CONSULTATION – Most salons offer free consultations, take advantage! During the consult the most important thing to do is be honest! Share your hair’s past by divulging any and all color, bleach, treatments, or medication that can impact the results. We promise, we aren’t here to shoot down your dreams, but if you had a red-wine-and-box-dye night last year, we need to know about it so we can plan accordingly. Those kind of surprises can cost more than time and money, they can cost you the integrity of your hair. Do your homework and bring in photos of your ultimate goal, this always helps the colorist understand your desired lightness and tone. A helpful hint is to bring in pictures of color you love, and pictures of colors you hate. There is a wide spectrum of color even in platinum hair, and the margin of your preference might be quite narrow.
COMMITMENT – Patience is key! After you spill your hair guts to your colorist, they will put together a plan to get you to your ultimate goal as safely as possible. Going blonde required very regular salon visits. This isn’t about your stylist getting rich off your color choice, but rather about consistent results and the continued health of your hair. Expect to see your stylist every 3-5 weeks, outgrowth over 1/2 inch can lead to banding and uneven results, which can lead to breakage. If you have previously colored hair expect to make multiple salon visits to reach that perfect shade of pale blonde. Know that your stylist wants you to have the color of your dreams, but it’s our job to set realistic objectives to accomplish your hair goals.
PROCESS – So after a thorough consultation and, if necessary, some strand tests, you’ve decided to go for it! A few different variables impact your processing time and cost. Hair length, density, and texture are major factors. The thicker and darker the hair, the longer and more applications (read: service costs) are needed. On that first visit, you could be in the chair 4+ hours. Gwen Stefani wasn’t built in a lunch hour! It’s a complicated mix of math, art, and chemistry to remove hair color gently, effectively, and still have it feel like… well, hair.

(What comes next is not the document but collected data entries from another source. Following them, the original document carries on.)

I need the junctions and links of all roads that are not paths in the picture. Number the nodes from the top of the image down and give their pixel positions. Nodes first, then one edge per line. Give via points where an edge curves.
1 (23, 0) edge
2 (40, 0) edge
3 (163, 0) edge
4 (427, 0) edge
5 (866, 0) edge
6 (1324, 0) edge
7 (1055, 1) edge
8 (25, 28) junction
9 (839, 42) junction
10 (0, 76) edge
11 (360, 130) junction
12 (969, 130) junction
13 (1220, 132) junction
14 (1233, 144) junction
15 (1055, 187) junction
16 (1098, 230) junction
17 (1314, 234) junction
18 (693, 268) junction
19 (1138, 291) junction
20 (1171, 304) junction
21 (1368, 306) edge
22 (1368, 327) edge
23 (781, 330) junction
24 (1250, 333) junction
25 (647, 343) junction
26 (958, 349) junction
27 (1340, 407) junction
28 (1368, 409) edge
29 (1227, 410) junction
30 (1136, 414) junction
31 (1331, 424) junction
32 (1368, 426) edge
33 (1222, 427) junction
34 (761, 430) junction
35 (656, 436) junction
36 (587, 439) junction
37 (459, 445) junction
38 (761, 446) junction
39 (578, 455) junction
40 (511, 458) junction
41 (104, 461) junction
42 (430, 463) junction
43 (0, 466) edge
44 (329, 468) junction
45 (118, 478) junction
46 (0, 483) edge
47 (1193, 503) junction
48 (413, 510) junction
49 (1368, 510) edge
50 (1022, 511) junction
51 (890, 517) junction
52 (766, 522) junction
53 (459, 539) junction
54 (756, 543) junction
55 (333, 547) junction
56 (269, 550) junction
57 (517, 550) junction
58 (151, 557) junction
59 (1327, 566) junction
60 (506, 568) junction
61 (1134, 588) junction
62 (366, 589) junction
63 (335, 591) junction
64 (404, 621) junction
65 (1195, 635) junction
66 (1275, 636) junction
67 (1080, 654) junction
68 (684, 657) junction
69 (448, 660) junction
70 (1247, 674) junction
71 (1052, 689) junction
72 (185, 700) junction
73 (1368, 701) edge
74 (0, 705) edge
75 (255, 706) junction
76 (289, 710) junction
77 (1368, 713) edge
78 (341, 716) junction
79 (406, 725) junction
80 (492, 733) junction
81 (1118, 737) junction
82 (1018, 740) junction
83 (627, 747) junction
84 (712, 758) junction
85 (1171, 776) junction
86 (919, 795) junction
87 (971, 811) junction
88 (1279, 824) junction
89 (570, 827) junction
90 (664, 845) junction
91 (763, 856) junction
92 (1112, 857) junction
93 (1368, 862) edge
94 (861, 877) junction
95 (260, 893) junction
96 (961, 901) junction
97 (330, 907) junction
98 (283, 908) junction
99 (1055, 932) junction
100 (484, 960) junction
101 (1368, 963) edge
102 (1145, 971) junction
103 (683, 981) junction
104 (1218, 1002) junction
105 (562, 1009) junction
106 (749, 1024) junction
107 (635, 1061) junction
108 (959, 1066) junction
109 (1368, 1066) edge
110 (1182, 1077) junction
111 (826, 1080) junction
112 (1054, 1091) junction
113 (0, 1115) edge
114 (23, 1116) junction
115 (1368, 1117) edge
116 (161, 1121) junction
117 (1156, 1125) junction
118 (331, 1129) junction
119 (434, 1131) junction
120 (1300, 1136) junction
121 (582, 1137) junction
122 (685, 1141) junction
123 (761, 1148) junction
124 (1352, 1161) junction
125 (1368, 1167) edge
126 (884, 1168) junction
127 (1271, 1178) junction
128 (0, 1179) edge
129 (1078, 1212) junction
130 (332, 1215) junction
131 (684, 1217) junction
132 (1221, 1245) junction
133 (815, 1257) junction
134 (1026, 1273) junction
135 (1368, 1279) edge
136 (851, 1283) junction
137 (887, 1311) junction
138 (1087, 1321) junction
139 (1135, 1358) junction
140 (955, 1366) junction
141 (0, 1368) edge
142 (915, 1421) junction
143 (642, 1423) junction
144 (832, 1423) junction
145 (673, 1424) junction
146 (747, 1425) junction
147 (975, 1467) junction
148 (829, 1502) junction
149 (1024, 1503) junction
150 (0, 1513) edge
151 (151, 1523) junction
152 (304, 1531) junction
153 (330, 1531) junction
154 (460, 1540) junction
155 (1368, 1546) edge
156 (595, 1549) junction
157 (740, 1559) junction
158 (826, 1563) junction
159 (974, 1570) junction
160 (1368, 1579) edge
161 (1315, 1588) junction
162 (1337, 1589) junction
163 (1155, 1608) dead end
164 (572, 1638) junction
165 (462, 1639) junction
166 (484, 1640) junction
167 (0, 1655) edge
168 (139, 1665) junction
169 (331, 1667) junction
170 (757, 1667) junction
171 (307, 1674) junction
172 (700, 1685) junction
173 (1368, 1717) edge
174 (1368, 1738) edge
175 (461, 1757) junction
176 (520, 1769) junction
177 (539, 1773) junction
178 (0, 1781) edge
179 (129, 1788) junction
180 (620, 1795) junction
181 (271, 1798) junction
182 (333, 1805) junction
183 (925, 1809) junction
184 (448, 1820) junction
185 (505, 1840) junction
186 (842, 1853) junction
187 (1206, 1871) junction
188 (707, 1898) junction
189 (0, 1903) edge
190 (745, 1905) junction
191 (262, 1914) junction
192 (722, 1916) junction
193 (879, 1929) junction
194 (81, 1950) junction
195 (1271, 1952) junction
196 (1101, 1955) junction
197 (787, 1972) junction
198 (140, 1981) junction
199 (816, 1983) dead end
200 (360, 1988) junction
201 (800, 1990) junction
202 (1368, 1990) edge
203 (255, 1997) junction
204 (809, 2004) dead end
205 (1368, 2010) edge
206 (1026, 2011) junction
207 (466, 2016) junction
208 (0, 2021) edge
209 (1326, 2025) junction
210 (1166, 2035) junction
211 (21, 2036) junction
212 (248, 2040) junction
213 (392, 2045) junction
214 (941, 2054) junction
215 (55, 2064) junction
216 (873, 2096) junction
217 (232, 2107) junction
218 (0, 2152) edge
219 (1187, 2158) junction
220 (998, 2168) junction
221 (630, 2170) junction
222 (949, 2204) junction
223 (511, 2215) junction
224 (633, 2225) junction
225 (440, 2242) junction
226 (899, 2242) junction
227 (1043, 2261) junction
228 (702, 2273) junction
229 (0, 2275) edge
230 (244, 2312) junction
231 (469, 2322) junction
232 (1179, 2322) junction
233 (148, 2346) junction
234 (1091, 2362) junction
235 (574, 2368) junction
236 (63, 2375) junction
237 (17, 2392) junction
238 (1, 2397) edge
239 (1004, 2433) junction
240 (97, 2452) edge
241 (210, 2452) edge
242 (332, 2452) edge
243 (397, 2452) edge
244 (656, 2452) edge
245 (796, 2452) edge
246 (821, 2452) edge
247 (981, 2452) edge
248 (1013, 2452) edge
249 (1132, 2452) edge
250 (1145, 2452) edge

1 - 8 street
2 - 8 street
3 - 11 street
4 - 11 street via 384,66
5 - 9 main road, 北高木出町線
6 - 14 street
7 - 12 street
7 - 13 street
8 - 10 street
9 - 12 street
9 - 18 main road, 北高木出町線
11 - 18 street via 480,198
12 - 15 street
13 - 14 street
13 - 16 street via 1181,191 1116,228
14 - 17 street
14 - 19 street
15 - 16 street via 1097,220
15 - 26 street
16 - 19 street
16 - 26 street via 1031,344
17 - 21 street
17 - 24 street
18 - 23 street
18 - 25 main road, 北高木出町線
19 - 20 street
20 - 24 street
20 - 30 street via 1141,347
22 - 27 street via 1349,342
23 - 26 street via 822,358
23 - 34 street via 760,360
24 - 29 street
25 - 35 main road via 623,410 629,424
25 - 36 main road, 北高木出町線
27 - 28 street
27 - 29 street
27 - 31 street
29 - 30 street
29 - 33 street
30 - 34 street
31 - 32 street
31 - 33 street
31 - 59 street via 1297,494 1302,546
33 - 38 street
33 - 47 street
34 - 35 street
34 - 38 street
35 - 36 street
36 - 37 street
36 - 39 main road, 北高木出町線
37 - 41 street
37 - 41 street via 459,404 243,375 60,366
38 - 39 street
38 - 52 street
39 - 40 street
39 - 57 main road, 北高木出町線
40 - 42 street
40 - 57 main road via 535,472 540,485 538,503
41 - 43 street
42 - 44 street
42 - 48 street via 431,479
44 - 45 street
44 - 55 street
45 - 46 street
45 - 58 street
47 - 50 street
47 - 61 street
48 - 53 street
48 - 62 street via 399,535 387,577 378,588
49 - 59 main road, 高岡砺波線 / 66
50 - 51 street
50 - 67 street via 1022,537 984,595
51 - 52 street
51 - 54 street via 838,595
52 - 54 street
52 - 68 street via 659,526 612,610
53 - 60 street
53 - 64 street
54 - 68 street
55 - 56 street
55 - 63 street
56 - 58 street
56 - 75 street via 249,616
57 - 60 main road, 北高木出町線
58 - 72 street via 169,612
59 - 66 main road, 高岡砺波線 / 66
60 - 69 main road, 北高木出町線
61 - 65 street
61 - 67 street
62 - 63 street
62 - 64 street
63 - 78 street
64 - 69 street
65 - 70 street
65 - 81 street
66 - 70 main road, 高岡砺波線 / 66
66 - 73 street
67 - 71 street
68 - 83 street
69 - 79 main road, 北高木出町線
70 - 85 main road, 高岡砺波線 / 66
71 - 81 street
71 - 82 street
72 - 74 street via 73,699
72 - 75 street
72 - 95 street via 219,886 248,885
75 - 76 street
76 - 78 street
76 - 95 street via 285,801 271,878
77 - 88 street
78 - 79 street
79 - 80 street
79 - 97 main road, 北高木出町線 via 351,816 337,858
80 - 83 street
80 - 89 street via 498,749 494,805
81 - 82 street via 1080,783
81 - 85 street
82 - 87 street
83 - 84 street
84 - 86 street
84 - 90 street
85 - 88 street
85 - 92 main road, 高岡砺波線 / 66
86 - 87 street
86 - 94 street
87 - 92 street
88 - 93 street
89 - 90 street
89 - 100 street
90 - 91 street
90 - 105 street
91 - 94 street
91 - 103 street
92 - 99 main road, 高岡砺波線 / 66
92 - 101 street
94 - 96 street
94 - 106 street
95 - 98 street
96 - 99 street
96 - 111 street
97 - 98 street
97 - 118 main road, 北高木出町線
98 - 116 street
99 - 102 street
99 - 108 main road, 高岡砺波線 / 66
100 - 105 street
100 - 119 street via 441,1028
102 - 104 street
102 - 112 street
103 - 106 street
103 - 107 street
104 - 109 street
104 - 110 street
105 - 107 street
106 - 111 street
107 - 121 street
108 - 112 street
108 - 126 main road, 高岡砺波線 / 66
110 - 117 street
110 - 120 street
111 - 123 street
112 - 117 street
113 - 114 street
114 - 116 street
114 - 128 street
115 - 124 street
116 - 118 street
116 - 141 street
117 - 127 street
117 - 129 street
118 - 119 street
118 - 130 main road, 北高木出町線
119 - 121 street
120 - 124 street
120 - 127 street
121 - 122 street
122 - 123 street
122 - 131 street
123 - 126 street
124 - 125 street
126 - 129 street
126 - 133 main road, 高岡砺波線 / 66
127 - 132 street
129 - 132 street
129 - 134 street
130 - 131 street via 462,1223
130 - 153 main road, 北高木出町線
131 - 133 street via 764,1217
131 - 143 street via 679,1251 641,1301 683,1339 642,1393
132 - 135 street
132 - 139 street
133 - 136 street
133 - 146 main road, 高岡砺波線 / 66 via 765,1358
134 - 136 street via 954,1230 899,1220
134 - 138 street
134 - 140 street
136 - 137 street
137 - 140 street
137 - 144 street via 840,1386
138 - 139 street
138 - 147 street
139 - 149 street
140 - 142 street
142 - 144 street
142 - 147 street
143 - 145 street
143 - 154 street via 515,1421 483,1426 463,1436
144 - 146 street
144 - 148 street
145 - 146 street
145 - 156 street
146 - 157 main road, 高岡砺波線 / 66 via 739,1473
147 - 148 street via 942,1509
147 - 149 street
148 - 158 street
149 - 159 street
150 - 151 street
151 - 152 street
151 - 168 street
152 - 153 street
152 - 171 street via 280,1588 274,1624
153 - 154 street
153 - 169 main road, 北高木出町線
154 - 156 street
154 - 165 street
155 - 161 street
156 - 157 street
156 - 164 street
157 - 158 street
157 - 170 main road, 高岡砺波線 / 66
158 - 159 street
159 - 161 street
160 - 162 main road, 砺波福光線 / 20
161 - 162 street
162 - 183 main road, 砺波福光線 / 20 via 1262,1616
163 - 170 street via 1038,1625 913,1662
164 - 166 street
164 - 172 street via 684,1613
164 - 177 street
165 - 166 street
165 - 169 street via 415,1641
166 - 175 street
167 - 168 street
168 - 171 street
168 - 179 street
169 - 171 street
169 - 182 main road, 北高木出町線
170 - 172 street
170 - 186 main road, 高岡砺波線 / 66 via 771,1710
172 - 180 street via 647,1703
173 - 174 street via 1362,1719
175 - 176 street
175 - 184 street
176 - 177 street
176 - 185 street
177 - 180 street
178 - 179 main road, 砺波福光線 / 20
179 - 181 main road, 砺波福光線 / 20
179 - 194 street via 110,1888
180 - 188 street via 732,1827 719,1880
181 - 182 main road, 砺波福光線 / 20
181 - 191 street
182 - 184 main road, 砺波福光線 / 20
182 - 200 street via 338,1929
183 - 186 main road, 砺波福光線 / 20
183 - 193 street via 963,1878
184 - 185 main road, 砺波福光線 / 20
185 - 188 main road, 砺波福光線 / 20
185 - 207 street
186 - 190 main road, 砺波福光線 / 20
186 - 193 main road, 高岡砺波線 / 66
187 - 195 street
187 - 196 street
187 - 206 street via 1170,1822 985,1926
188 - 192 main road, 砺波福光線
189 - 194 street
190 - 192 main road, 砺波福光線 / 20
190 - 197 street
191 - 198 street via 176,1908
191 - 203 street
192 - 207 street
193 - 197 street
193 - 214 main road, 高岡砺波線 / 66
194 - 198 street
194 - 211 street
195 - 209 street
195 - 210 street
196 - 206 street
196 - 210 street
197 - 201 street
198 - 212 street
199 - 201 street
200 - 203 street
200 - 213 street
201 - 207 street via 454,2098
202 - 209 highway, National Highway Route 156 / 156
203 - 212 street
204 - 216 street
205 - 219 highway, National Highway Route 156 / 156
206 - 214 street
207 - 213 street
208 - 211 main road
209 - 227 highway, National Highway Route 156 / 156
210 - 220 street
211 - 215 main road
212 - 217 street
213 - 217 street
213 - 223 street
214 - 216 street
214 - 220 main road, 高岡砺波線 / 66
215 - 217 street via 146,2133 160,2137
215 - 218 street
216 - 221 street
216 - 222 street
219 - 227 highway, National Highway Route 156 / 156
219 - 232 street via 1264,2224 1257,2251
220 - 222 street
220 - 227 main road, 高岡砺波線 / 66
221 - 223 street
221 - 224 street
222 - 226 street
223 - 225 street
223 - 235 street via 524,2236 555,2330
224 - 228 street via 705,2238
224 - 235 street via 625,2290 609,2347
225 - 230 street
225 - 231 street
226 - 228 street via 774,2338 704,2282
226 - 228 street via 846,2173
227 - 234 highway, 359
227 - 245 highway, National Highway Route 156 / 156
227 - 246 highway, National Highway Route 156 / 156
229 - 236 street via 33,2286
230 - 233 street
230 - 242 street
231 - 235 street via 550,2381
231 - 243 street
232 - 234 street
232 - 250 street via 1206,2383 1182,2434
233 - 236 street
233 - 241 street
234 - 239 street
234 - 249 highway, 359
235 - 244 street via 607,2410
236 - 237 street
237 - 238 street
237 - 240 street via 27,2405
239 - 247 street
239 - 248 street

TREATMENTS – Lets face facts! Going light can be extremely damaging and puts hair in compromising situations. Any time we remove color from the hair (natural or artificial), some of the important proteins and lipids that make it soft, shiny, and comb-able come out with the pigment. From start to finish the health of the hair is your stylist’s top priority. Bond multipliers like Olaplex and Redken pH Bonder are helping colorists push the boundaries of hair color while keeping the hair strong and healthy. While we do everything in salon to keep your hair in top shape, it is in-between salon visits that maintenance is vital. Take home treatments and masks help keep your hair hydrated and healthy. It’s a delicate balance in there, and it’s key to use only the products your stylist recommends, as the wrong-for-you product could have adverse effects. Framed Stylist and Co Owner Stacey Rae recommends adding Redken CAT treatment to your routine to add strength along with Redken All Soft Heavy Cream Masque to flood the hair with moisture. Deep treatments & tone enhancers may be recommended by your stylist as often as once a week.